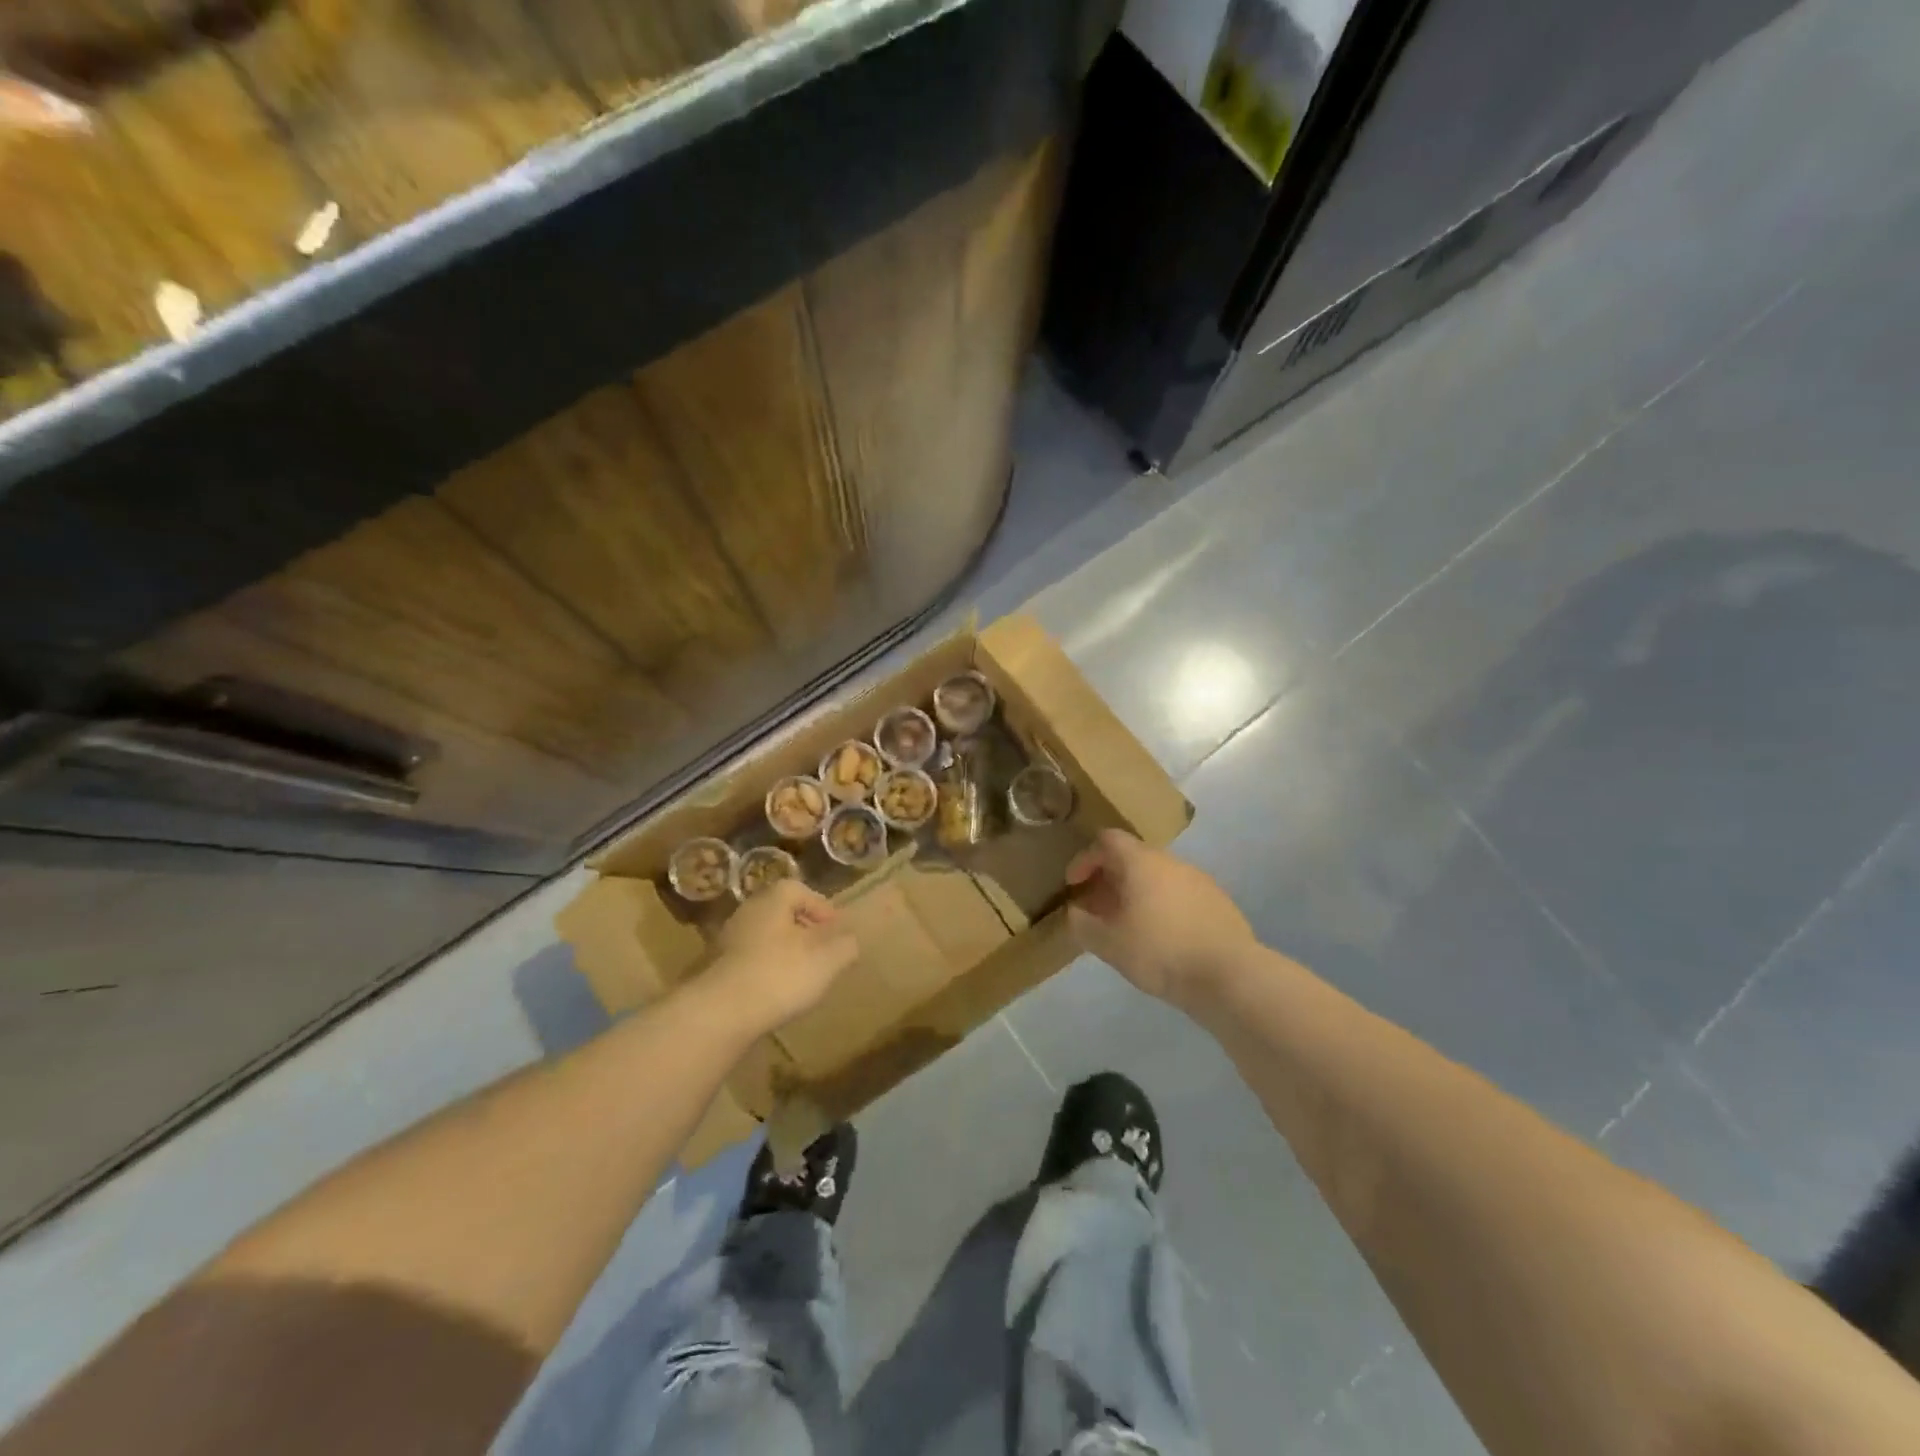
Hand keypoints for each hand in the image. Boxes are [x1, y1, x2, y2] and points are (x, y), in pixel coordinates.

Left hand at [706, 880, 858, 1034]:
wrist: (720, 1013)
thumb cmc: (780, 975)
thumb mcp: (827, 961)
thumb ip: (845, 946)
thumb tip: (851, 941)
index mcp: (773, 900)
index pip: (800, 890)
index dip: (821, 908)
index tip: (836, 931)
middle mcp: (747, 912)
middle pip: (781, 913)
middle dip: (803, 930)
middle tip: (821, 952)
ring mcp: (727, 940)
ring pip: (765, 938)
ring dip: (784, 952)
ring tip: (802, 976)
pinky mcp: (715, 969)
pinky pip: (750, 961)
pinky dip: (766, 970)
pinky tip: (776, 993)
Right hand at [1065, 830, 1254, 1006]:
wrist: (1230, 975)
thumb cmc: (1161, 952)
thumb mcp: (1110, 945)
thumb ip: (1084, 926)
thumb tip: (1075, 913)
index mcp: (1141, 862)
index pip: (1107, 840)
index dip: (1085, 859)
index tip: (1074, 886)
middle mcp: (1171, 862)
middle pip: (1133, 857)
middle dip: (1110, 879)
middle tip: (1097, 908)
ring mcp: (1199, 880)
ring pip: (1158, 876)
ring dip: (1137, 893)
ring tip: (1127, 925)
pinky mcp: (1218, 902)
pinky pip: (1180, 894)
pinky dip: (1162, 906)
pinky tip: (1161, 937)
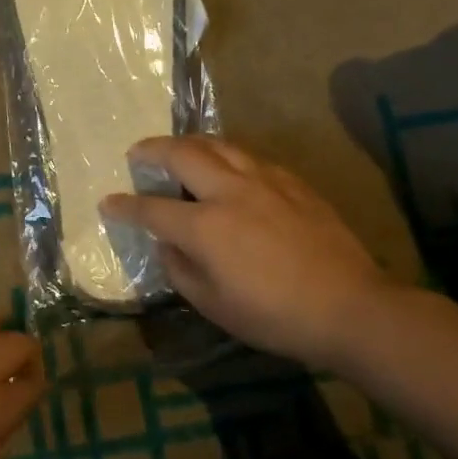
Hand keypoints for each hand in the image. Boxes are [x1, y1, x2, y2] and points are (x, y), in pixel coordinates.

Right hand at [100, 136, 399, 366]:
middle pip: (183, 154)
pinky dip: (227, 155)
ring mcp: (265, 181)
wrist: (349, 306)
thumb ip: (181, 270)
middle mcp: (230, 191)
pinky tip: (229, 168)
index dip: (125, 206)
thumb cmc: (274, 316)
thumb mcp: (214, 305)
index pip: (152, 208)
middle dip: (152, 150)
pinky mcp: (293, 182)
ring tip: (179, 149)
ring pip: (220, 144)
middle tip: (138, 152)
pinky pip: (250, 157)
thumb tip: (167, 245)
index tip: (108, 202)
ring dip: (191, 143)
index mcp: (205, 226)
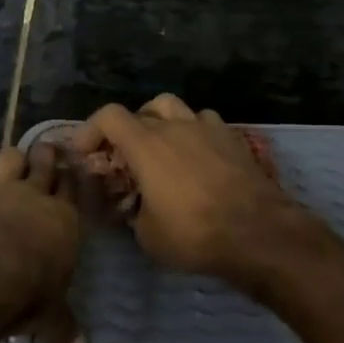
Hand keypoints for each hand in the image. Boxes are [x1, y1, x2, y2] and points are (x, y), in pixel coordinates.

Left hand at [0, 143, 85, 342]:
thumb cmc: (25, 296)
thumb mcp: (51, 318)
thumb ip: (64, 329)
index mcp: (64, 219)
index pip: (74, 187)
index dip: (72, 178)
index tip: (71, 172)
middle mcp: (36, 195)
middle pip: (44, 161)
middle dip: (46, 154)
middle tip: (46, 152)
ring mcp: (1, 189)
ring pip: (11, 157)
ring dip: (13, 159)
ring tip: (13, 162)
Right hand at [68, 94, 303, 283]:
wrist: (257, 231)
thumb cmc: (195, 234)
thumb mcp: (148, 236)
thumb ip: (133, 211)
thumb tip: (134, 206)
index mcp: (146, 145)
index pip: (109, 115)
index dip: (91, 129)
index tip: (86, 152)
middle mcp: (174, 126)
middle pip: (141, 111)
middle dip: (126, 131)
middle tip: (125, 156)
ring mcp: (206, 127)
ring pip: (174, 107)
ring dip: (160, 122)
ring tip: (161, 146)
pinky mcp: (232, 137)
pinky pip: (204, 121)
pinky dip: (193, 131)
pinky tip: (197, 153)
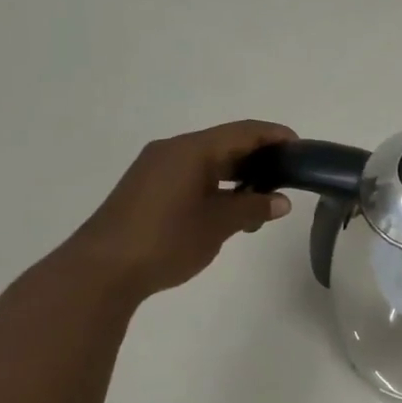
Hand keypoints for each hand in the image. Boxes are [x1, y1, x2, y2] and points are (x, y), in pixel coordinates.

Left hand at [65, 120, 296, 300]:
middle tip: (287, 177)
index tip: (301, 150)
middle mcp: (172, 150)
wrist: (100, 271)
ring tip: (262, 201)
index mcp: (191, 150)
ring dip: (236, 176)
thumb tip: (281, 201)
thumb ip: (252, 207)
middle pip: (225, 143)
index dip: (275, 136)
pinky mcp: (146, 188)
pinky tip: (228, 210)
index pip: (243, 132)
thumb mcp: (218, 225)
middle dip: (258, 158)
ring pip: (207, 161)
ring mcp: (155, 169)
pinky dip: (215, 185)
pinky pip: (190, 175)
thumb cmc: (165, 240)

WHAT THE TASK ASKS
Output the data above exactly. Drop every picture.

RESULT OF THIS TASK
Hand keypoints for each hand in the image. Boxes are [x1, y1, x2, y2] and points are (x, y), in pixel coordinates.

Left hand at [706, 880, 858, 1034]:
wrist: (720, 1013)
thumb cmc: (780, 975)
thumb mcp: (827, 961)
thumb ip: (845, 946)
thumb tip: (851, 941)
index mcp: (773, 900)
index pip: (800, 890)
index dip: (821, 908)
index tip: (836, 931)
middle mcp: (747, 912)
middle pip: (781, 913)
middle dip: (803, 930)
middle tip: (821, 952)
ring mcp: (727, 940)
ring pip: (765, 938)
ring dip: (784, 952)
ring tip: (802, 976)
pinky mcp: (715, 969)
pinky pip: (750, 961)
pinky dip: (766, 970)
pinky tip: (776, 993)
Right hand at [1065, 830, 1254, 1006]:
wrist: (1230, 975)
thumb cmc: (1161, 952)
thumb mcp: (1110, 945)
thumb ip: (1084, 926)
thumb tip: (1075, 913)
index mcp: (1141, 862)
index pip: (1107, 840)
index dip: (1085, 859)
index tip: (1074, 886)
middle mcp: (1171, 862)
middle pip: (1133, 857)
middle dip: (1110, 879)
middle tip: (1097, 908)
ring mcp: (1199, 880)
ring pip: (1158, 876)
ring dip: (1137, 893)
ring tip: (1127, 925)
pinky mcp: (1218, 902)
pinky pip: (1180, 894)
pinky dip: (1162, 906)
pinky tip: (1161, 937)
Hand keypoints for each hand in the image. Boxes are [x1, y1, x2, y2] and points are (x, y), in pixel coordinates.

Right hand at [100, 136, 399, 366]:
middle pip: (183, 154)
pinky dip: (227, 155)
ring mcp: (265, 181)
wrist: (349, 306)
thumb ip: (181, 270)
middle mcp: (230, 191)
pinky tip: (229, 168)
index dip: (125, 206)
thumb cmc: (274, 316)
thumb mcp: (214, 305)
index pip: (152, 208)
middle dip: (152, 150)
pinky mcp: (293, 182)
ring tip: (179, 149)
ring pip: (220, 144)
middle tip: (138, 152)
pinky pip: (250, 157)
thumb tip: (167, 245)
index tip: (108, 202)
ring dip: (191, 143)
index mcp: (205, 226)
Hand keypoints for each hand in the image. Boxes are [x1, y1, x2, y2] and points are (x, y), in pixel coordinates.

Left hand at [0, 143, 85, 342]:
thumb cmc: (25, 296)
thumb mcp: (51, 318)
thumb ip: (64, 329)
index mcp: (64, 219)
index pip: (74, 187)
index dip: (72, 178)
index tip: (71, 172)
middle mcp: (36, 195)
middle pip: (44, 161)
middle dip: (46, 154)
middle tip: (46, 152)
ring mcp: (1, 189)
ring pip: (11, 157)
ring dip: (13, 159)
ring tip: (13, 162)
Right hand at [68, 94, 303, 283]:
wrist: (257, 231)
thumb cmc: (195, 234)
thumb mcp: (148, 236)
thumb ip: (133, 211)
thumb tip: (134, 206)
index mcp: (146, 145)
index pip: (109, 115)
index dip: (91, 129)
index tip: (86, 152)
middle mcp: (174, 126)
middle pip: (141, 111)
middle dip: (126, 131)
middle tip: (125, 156)
ring mcp: (206, 127)
ring pip: (174, 107)
ring dip: (160, 122)
ring tip: (161, 146)
pinky mcp: (232, 137)
pinky pip: (204, 121)
pinky dip: (193, 131)
pinky tip: (197, 153)
Hand keypoints for each hand in the image. Boxes are [x1, y1, x2, y2] and points are (x, y), in pixel coordinates.

Left hand at [65, 120, 296, 300]:
middle tip: (287, 177)
index tip: (301, 150)
middle mcp: (172, 150)
wrist: (100, 271)
ring tip: (262, 201)
index mcp: (191, 150)
ring dip: (236, 176)
thumb tip: (281, 201)
thumb ip: (252, 207)
middle pip: (225, 143)
index dip: (275, 136)
pinky mcp: (146, 188)
pinky tip: (228, 210)
index pip: (243, 132)
thumb mcp: (218, 225)
middle dip: (258, 158)
ring pip: (207, 161)
ring mcp: (155, 169)
pinky dip: (215, 185)
pinky pip: (190, 175)
thumb cmc: (165, 240)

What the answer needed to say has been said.